_Brief_. Return the records exactly, please. Every line should match.

*** Data for this task ***

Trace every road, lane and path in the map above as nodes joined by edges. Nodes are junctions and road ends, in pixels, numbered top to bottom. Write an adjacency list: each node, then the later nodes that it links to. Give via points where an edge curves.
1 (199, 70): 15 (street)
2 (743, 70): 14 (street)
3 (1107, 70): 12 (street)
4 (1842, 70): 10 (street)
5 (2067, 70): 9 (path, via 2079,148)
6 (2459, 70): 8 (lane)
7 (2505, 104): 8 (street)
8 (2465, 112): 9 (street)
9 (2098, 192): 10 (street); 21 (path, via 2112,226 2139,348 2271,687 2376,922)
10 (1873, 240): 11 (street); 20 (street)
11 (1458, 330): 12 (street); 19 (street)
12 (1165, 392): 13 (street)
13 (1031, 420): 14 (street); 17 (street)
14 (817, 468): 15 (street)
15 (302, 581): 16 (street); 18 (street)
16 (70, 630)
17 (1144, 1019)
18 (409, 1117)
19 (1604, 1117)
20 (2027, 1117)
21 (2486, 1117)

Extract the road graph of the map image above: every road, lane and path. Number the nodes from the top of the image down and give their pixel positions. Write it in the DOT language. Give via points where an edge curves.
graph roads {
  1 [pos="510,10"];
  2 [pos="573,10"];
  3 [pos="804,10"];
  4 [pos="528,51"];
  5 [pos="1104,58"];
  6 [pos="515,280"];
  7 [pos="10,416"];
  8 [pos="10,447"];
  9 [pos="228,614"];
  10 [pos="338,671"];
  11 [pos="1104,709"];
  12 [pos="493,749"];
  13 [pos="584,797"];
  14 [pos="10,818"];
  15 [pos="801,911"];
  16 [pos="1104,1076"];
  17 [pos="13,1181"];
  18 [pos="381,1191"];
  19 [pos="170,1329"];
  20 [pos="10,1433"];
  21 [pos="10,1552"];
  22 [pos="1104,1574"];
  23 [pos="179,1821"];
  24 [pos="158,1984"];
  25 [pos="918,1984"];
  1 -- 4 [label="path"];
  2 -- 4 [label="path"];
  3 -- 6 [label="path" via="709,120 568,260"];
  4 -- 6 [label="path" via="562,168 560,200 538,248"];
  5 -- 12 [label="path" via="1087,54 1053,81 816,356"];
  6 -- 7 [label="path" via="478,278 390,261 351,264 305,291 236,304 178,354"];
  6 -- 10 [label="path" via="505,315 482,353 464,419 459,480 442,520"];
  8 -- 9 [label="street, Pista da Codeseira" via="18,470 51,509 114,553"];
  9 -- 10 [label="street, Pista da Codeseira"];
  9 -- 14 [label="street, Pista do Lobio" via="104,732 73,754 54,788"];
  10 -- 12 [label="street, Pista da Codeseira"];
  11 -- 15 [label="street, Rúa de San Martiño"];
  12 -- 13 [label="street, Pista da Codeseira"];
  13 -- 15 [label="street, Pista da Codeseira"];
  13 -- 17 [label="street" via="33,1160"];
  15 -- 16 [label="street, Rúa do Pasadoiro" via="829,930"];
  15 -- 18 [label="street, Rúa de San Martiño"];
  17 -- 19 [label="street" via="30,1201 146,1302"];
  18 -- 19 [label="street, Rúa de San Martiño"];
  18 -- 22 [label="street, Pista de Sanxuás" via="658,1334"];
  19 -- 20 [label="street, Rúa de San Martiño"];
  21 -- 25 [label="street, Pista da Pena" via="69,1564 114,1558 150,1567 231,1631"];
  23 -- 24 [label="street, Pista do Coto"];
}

***

_Reply to the exercise_.
Trace every road, lane and path in the map above as nodes joined by edges. Nodes are junctions and road ends, in pixels, numbered top to bottom. Write an adjacency list: each node, then the later nodes that it links to. Give via points where an edge curves.
1 (199, 70): 15 (street)
2 (743, 70): 14 (street)
3 (1107, 70): 12 (street)
4 (1842, 70): 10 (street)
5 (2067, 70): 9 (path, via 2079,148)
6 (2459, 70): 8 (lane)
7 (2505, 104): 8 (street)
8 (2465, 112): 9 (street)
9 (2098, 192): 10 (street); 21 (path, via 2112,226 2139,348 2271,687 2376,922)
10 (1873, 240): 11 (street); 20 (street)
11 (1458, 330): 12 (street); 19 (street)
12 (1165, 392): 13 (street)
13 (1031, 420): 14 (street); 17 (street)
14 (817, 468): 15 (street)
15 (302, 581): 16 (street); 18 (street)
16 (70, 630)
17 (1144, 1019)
18 (409, 1117)
19 (1604, 1117)
20 (2027, 1117)
21 (2486, 1117)

Extract the road graph of the map image above: every road, lane and path. Number the nodes from the top of the image down and give their pixel positions. Write it in the DOT language. Give via points where an edge curves.
graph roads {
  1 [pos="510,10"];
  2 [pos="573,10"];
  3 [pos="804,10"];
  4 [pos="528,51"];
  5 [pos="1104,58"];
  6 [pos="515,280"];
  7 [pos="10,416"];
  8 [pos="10,447"];
  9 [pos="228,614"];
  10 [pos="338,671"];
  11 [pos="1104,709"];
  12 [pos="493,749"];
  13 [pos="584,797"];
  14 [pos="10,818"];
  15 [pos="801,911"];
  16 [pos="1104,1076"];
  17 [pos="13,1181"];
  18 [pos="381,1191"];
  19 [pos="170,1329"];
  20 [pos="10,1433"];
  21 [pos="10,1552"];
  22 [pos="1104,1574"];
  23 [pos="179,1821"];
  24 [pos="158,1984"];
  25 [pos="918,1984"];
  1 -- 4 [label="path"];
  2 -- 4 [label="path"];
  3 -- 6 [label="path" via="709,120 568,260"];
  4 -- 6 [label="path" via="562,168 560,200 538,248"];
  5 -- 12 [label="path" via="1087,54 1053,81 816,356"];
  6 -- 7 [label="path" via="478,278 390,261 351,264 305,291 236,304 178,354"];
  6 -- 10 [label="path" via="505,315 482,353 464,419 459,480 442,520"];
  8 -- 9 [label="street, Pista da Codeseira" via="18,470 51,509 114,553"];
  9 -- 10 [label="street, Pista da Codeseira"];
  9 -- 14 [label="street, Pista do Lobio" via="104,732 73,754 54,788"];
  10 -- 12 [label="street, Pista da Codeseira"];
  11 -- 15 [label="street, Rúa de San Martiño"];
  12 -- 13 [label="street, Pista da Codeseira"];
  13 -- 15 [label="street, Pista da Codeseira"];
  13 -- 17 [label="street" via="33,1160"];
  15 -- 16 [label="street, Rúa do Pasadoiro" via="829,930"];
  15 -- 18 [label="street, Rúa de San Martiño"];
  17 -- 19 [label="street" via="30,1201 146,1302"];
  18 -- 19 [label="street, Rúa de San Martiño"];
  18 -- 22 [label="street, Pista de Sanxuás" via="658,1334"];
  19 -- 20 [label="street, Rúa de San Martiño"];
  21 -- 25 [label="street, Pista da Pena" via="69,1564 114,1558 150,1567 231,1631"];
  23 -- 24 [label="street, Pista do Coto"];
}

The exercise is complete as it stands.